● **Saved entries**
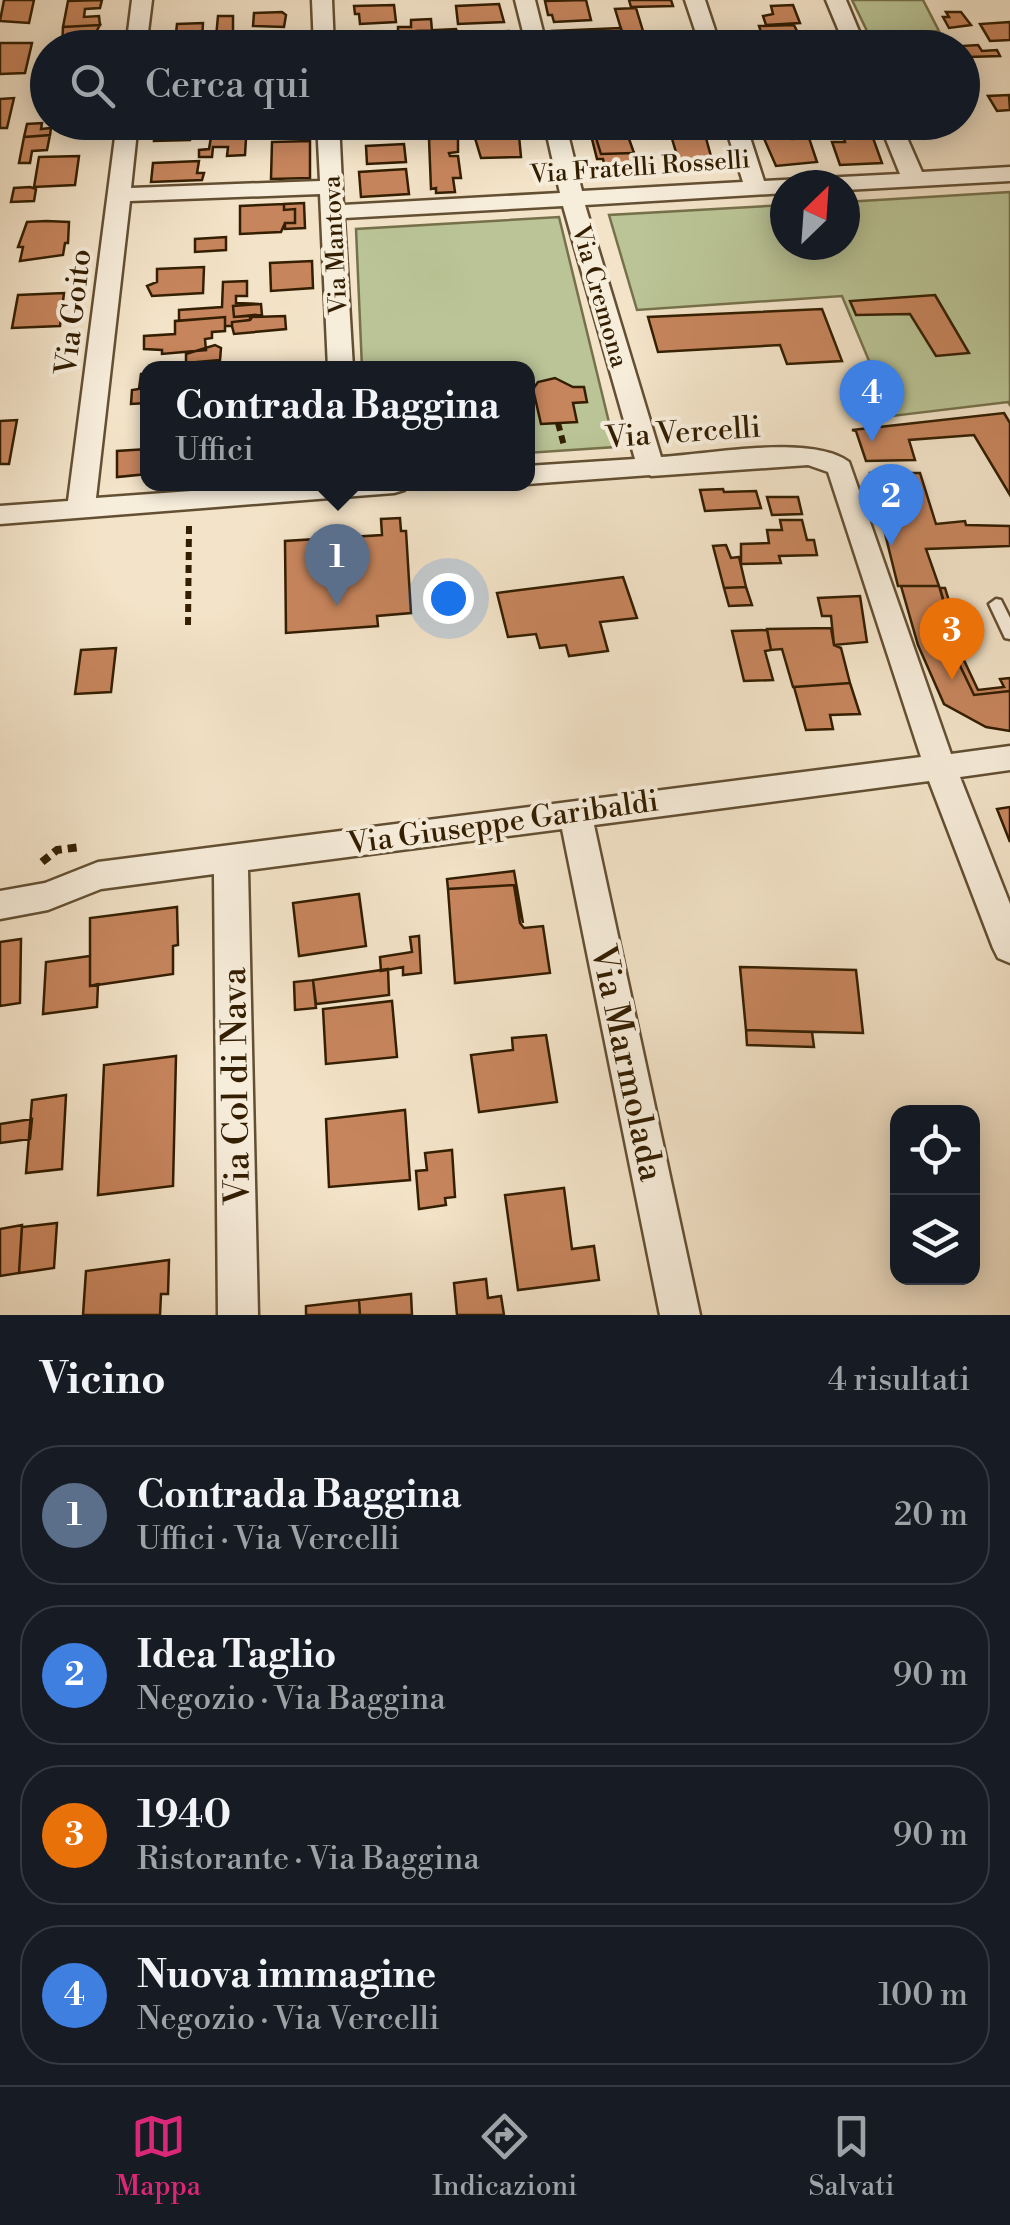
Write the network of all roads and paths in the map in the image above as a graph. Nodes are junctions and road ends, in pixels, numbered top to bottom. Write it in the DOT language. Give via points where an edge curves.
graph roads {
  1 [pos="142,0"];
  2 [pos="322,0"];
  3 [pos="526,0"];
  4 [pos="696,0"];
  5 [pos="836,0"];
  6 [pos="138,30"];
  7 [pos="323,30"];
  8 [pos="532,30"];
  9 [pos="705,30"];
  10 [pos="848,30"];
  11 [pos="126,140"];
  12 [pos="329,140"];
  13 [pos="558,140"];
  14 [pos="740,140"];
  15 [pos="897,140"];
  16 [pos="1010,174"];
  17 [pos="913,178"];
  18 [pos="332,186"];
  19 [pos="754,186"];
  20 [pos="120,195"];
  21 [pos="572,198"];
  22 [pos="333,212"];
  23 [pos="340,361"];
  24 [pos="652,468"];
  25 [pos="535,475"];
  26 [pos="282,491"];
  27 [pos="189,500"];
  28 [pos="81,509"];
  29 [pos="0,515"];
  30 [pos="996,604"];
  31 [pos="188,625"];
  32 [pos="1010,634"];
  33 [pos="1010,758"];
  34 [pos="942,766"];
  35 [pos="576,812"];
  36 [pos="231,857"];
  37 [pos="0,904"];
  38 [pos="1010,948"];
  39 [pos="238,1315"];
  40 [pos="680,1315"];
  1 -- 6 [label="street"];
  2 -- 7 [label="street"];
  3 -- 8 [label="street"];
  4 -- 9 [label="street"];
  5 -- 10 [label="street"];
  11 -- 20 [label="street, Via Goito"];
  12 -- 18 [label="street, Via Mantova"];
  13 -- 21 [label="street, Via Cremona"];
  14 -- 19 [label="street"];
  15 -- 17 [label="street"];
  16 -- 17 [label="street, Via Fratelli Rosselli"];
  17 -- 19 [label="street, Via Fratelli Rosselli"];
  18 -- 20 [label="street"];
  18 -- 22 [label="street, Via Mantova"];
  19 -- 21 [label="street, Via Fratelli Rosselli"];
  20 -- 28 [label="street, Via Goito"];
  21 -- 22 [label="street, Via Fratelli Rosselli"];
  21 -- 24 [label="street, Via Cremona"];
  22 -- 23 [label="street, Via Mantova"];
  24 -- 25 [label="street, Via Vercelli"];
  24 -- 34 [label="street, Via Vercelli" via="808,456 840,468"];
  26 -- 27 [label="street"];
  27 -- 28 [label="street"];
  27 -- 31 [label="path"];
  28 -- 29 [label="street"];
  30 -- 32 [label="lane"];
  33 -- 34 [label="street, Via Giuseppe Garibaldi"];
  34 -- 35 [label="street, Via Giuseppe Garibaldi"];
  34 -- 38 [label="street"];
  35 -- 36 [label="street, Via Giuseppe Garibaldi"];
  35 -- 40 [label="street, Via Marmolada"];
  36 -- 37 [label="street, Via Giuseppe Garibaldi" via="98,876 48,896"];
  36 -- 39 [label="street, Via Col di Nava"];
}
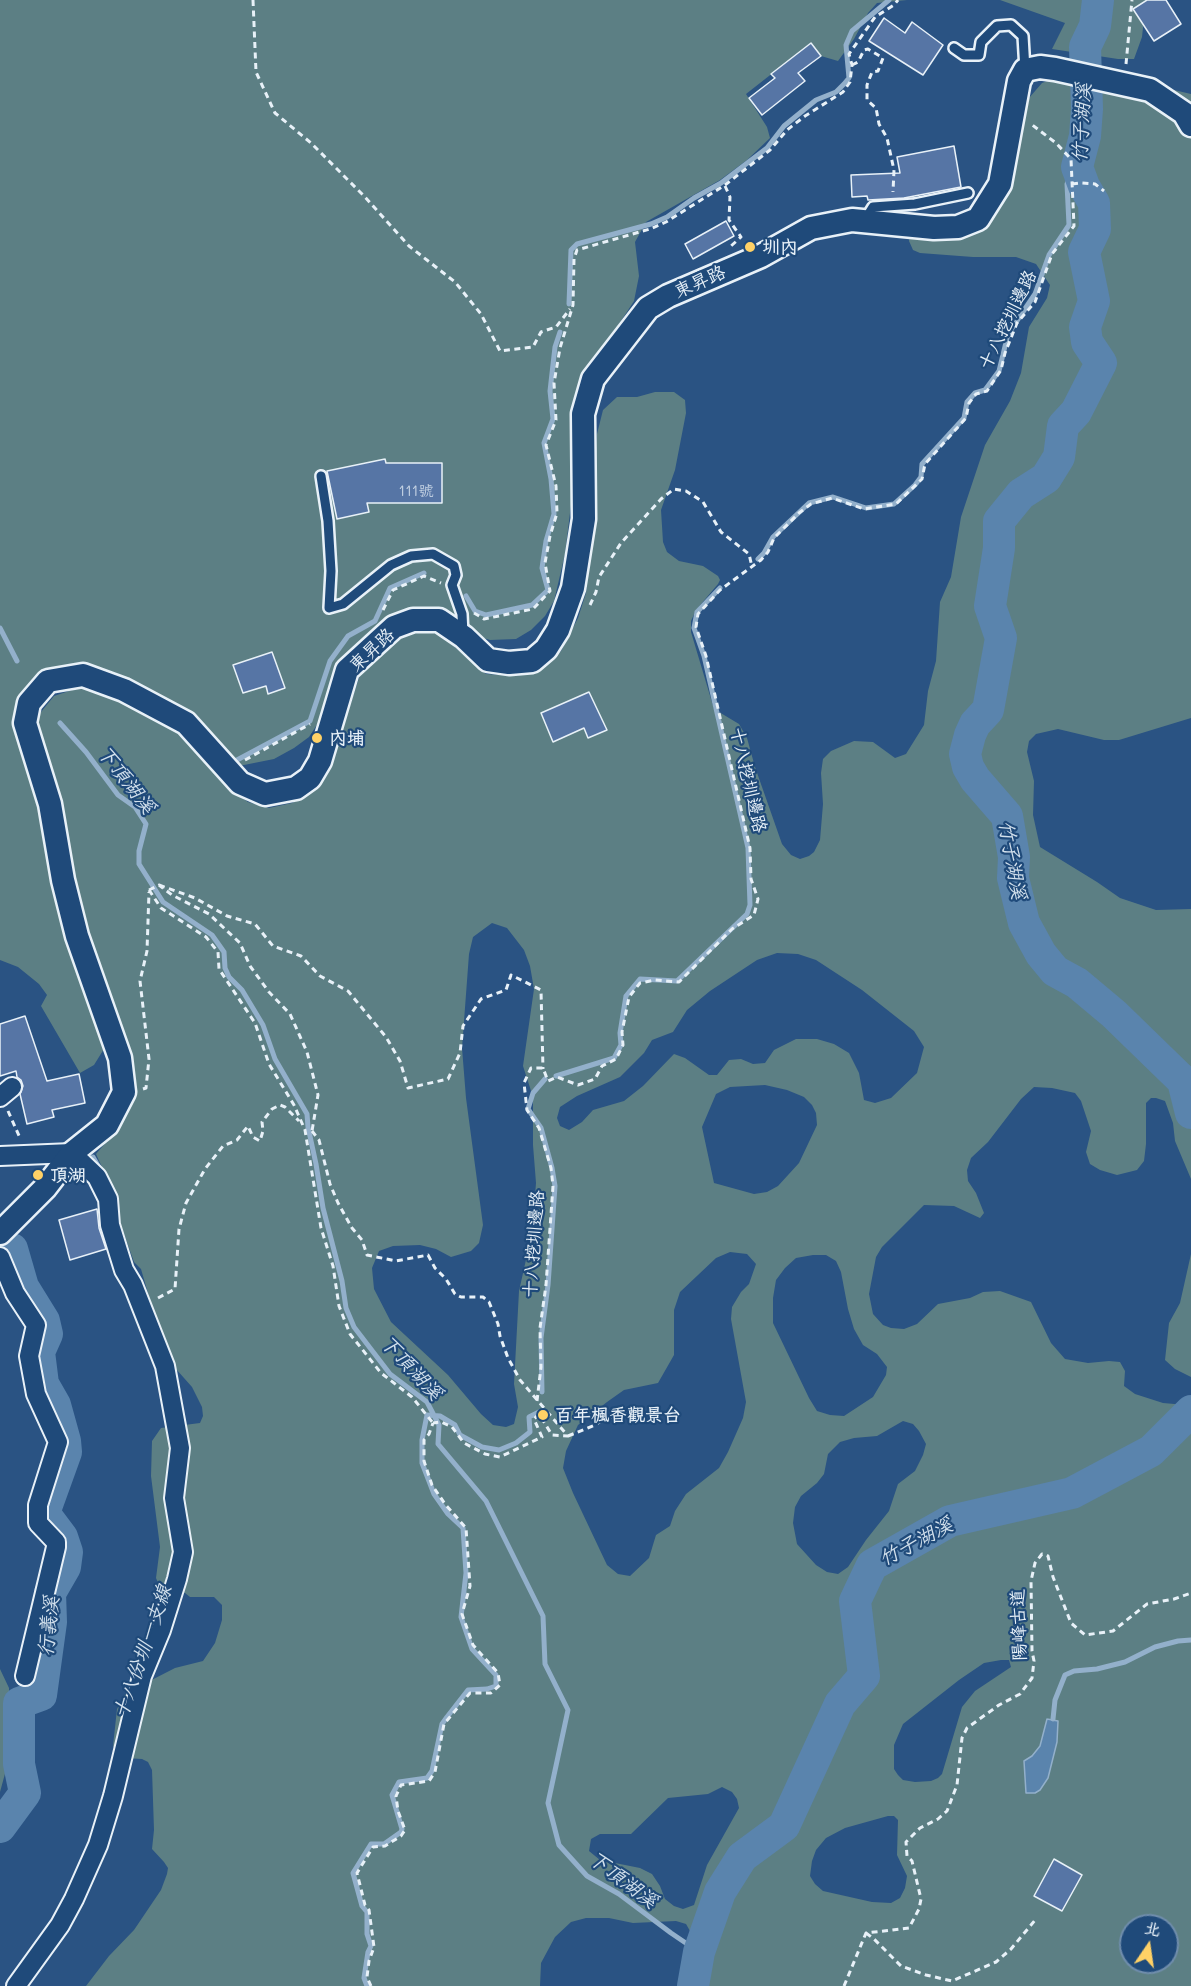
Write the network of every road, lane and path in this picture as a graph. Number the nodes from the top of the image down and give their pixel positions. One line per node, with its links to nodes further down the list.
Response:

● **ACTIVITY**
No pictures belong in the copy. Transcribe every entry exactly.

● **RESULT OF THE EXERCISE**
Write the network of all roads and paths in the map in the image above as a graph. Nodes are junctions and road ends, in pixels, numbered top to bottom. Write it in the DOT language. Give via points where an edge curves.
graph roads {
  1 [pos="142,0"];
  2 [pos="322,0"];
  3 [pos="526,0"];
  4 [pos="696,0"];
  5 [pos="836,0"];
  6 [pos="138,30"];
  7 [pos="323,30"];
  8 [pos="532,30"];
  9 [pos="705,30"];
  10 [pos="848,30"];
  11 [pos="126,140"];
  12 [pos="329,140"];
  13 [pos="558,140"];
  14 [pos="740,140"];
  15 [pos="897,140"];
  16 [pos="1010,174"];
  17 [pos="913,178"];
  18 [pos="332,186"];
  19 [pos="754,186"];
  20 [pos="120,195"];
  21 [pos="572,198"];
  22 [pos="333,212"];
  23 [pos="340,361"];
  24 [pos="652,468"];
  25 [pos="535,475"];
  26 [pos="282,491"];
  27 [pos="189,500"];
  28 [pos="81,509"];
  29 [pos="0,515"];
  30 [pos="996,604"];
  31 [pos="188,625"];
  32 [pos="1010,634"];
  33 [pos="1010,758"];
  34 [pos="942,766"];
  35 [pos="576,812"];
  36 [pos="231,857"];
  37 [pos="0,904"];
  38 [pos="1010,948"];
  39 [pos="238,1315"];
  40 [pos="680,1315"];
  1 -- 6 [label="street"];
  2 -- 7 [label="street"];
  3 -- 8 [label="street"];
  4 -- 9 [label="street"];
  5 -- 10 [label="street"];
  11 -- 20 [label="street, Via Goito"];
  12 -- 18 [label="street, Via Mantova"];
  13 -- 21 [label="street, Via Cremona"];
  14 -- 19 [label="street"];
  15 -- 17 [label="street"];
  16 -- 17 [label="street, Via Fratelli Rosselli"];
  17 -- 19 [label="street, Via Fratelli Rosselli"];
  18 -- 20 [label="street"];
  18 -- 22 [label="street, Via Mantova"];
  19 -- 21 [label="street, Via Fratelli Rosselli"];
  20 -- 28 [label="street, Via Goito"];
  21 -- 22 [label="street, Via Fratelli Rosselli"];
  21 -- 24 [label="street, Via Cremona"];
  22 -- 23 [label="street, Via Mantova"];
  24 -- 25 [label="street, Via Vercelli"];
  24 -- 34 [label="street, Via Vercelli" via="808,456 840,468"];
  26 -- 27 [label="street"];
  27 -- 28 [label="street"];
  27 -- 31 [label="path"];
  28 -- 29 [label="street"];
  30 -- 32 [label="lane"];
  33 -- 34 [label="street, Via Giuseppe Garibaldi"];
  34 -- 35 [label="street, Via Giuseppe Garibaldi"];
  34 -- 38 [label="street"];
  35 -- 36 [label="street, Via Giuseppe Garibaldi"];
  35 -- 40 [label="street, Via Marmolada"];
  36 -- 37 [label="street, Via Giuseppe Garibaldi" via="98,876 48,896"];
  36 -- 39 [label="street, Via Col di Nava"];
}
Write the network of every road, lane and path in this picture as a graph. Number the nodes from the top of the image down and give their pixel positions. One line per node, with its links to nodes further down the list.
Response:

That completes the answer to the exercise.